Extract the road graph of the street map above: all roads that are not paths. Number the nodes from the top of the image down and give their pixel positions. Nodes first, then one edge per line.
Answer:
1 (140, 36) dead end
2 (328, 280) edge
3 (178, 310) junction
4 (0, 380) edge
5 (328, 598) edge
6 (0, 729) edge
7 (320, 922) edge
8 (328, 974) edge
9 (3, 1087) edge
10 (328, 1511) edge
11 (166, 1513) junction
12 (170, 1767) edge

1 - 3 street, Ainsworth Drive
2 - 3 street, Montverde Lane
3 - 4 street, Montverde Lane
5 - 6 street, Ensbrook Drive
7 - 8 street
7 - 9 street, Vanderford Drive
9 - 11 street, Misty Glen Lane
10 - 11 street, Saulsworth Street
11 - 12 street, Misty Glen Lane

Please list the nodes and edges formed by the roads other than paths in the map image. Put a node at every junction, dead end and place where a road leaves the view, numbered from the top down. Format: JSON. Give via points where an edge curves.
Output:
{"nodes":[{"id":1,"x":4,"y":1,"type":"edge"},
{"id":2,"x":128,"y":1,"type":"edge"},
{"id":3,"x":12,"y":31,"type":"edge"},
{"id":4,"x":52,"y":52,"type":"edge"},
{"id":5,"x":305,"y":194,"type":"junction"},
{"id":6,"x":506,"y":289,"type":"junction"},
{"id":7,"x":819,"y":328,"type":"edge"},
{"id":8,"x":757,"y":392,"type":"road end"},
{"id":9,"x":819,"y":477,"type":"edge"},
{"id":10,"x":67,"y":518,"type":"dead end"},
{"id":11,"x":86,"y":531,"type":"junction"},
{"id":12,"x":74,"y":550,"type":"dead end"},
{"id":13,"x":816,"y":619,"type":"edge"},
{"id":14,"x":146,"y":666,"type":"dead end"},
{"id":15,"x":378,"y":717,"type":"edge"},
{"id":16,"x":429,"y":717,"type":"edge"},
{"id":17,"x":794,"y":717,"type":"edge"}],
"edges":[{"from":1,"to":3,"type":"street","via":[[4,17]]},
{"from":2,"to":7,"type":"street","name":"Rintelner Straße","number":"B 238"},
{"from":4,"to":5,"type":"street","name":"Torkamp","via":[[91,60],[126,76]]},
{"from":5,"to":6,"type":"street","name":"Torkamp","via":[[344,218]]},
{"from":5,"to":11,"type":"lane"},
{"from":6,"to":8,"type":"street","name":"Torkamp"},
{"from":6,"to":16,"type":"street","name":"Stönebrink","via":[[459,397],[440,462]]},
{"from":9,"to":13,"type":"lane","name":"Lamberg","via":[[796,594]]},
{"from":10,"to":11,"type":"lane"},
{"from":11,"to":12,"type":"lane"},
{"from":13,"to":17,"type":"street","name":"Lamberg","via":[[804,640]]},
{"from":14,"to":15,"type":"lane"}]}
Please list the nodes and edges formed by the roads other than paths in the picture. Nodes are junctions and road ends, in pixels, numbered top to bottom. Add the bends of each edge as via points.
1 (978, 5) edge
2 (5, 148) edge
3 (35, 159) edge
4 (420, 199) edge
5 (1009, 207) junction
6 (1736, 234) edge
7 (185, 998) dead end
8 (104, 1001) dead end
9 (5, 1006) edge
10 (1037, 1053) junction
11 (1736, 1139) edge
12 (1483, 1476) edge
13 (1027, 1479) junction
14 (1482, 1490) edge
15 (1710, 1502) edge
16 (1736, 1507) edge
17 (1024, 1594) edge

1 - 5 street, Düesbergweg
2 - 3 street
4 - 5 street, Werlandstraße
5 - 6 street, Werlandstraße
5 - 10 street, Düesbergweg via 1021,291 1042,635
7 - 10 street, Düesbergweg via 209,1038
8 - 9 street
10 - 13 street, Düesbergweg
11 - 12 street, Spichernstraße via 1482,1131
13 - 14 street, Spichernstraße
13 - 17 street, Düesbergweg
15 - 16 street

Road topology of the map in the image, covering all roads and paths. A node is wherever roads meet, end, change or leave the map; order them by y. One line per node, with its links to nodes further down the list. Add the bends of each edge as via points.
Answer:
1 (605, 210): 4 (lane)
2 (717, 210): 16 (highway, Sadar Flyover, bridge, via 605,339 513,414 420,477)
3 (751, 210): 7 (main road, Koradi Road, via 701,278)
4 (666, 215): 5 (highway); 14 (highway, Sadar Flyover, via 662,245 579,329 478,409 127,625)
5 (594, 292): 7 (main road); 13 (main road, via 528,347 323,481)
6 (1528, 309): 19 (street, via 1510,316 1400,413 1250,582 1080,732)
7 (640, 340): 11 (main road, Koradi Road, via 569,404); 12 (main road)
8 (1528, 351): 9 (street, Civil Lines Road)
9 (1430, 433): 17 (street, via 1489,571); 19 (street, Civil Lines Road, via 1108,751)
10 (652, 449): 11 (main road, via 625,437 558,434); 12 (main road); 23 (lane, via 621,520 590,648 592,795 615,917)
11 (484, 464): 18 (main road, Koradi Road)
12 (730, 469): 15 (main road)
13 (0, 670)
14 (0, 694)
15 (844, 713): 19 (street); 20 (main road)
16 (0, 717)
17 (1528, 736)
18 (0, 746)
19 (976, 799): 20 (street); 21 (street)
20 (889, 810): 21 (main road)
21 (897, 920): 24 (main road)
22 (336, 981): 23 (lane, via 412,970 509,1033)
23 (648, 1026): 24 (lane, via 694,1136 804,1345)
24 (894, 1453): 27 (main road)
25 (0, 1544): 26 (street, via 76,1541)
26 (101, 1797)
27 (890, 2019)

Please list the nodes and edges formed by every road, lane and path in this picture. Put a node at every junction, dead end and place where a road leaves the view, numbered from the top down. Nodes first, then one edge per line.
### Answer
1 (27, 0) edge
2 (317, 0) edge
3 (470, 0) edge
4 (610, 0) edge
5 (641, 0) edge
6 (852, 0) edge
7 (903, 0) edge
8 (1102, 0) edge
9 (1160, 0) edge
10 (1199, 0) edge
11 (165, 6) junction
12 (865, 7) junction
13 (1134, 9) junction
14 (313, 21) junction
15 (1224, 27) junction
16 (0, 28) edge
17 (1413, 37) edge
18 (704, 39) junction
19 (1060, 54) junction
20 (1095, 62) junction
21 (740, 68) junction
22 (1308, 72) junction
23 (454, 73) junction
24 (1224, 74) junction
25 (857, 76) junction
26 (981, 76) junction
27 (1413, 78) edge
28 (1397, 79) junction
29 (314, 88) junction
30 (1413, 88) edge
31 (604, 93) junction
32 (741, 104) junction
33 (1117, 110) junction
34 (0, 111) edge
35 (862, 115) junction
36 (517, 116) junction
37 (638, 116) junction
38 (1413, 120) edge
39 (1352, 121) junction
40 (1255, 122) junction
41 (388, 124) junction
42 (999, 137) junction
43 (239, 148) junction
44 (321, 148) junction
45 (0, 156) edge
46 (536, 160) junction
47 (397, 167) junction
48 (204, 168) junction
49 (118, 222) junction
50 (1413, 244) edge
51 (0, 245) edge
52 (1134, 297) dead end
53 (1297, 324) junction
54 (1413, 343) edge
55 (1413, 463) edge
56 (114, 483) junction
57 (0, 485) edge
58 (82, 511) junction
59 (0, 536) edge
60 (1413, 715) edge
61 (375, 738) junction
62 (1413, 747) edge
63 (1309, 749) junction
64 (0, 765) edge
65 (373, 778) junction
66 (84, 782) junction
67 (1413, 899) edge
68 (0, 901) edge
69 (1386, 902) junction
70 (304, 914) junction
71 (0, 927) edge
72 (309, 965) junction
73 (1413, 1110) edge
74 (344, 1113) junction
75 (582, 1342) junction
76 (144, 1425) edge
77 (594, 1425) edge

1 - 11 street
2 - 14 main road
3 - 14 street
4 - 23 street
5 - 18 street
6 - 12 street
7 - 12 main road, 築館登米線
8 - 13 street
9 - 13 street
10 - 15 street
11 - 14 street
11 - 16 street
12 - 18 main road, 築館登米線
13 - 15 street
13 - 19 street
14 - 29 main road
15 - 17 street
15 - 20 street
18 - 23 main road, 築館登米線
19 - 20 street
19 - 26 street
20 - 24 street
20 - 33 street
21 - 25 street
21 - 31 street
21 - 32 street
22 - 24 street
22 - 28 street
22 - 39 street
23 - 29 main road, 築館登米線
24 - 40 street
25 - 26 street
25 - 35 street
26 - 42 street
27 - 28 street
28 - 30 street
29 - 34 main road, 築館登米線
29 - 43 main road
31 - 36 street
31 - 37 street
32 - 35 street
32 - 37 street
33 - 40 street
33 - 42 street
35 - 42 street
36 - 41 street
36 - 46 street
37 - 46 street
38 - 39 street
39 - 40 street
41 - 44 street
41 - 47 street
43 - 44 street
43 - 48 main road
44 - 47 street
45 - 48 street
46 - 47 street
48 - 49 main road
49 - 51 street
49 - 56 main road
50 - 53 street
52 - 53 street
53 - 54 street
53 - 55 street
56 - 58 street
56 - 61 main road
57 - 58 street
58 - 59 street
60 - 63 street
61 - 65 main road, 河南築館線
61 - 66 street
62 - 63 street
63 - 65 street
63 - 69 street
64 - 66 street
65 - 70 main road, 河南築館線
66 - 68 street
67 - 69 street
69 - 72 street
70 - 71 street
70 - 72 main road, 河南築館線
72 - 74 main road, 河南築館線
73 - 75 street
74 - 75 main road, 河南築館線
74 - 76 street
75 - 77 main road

### WORK TASK
Which lines above contain the word "築館登米線"? Show each of them.

### TASK OUTPUT
7 - 12 main road, 築館登米線
12 - 18 main road, 築館登米線
18 - 23 main road, 築館登米線
23 - 29 main road, 築館登米線
29 - 34 main road, 築館登米線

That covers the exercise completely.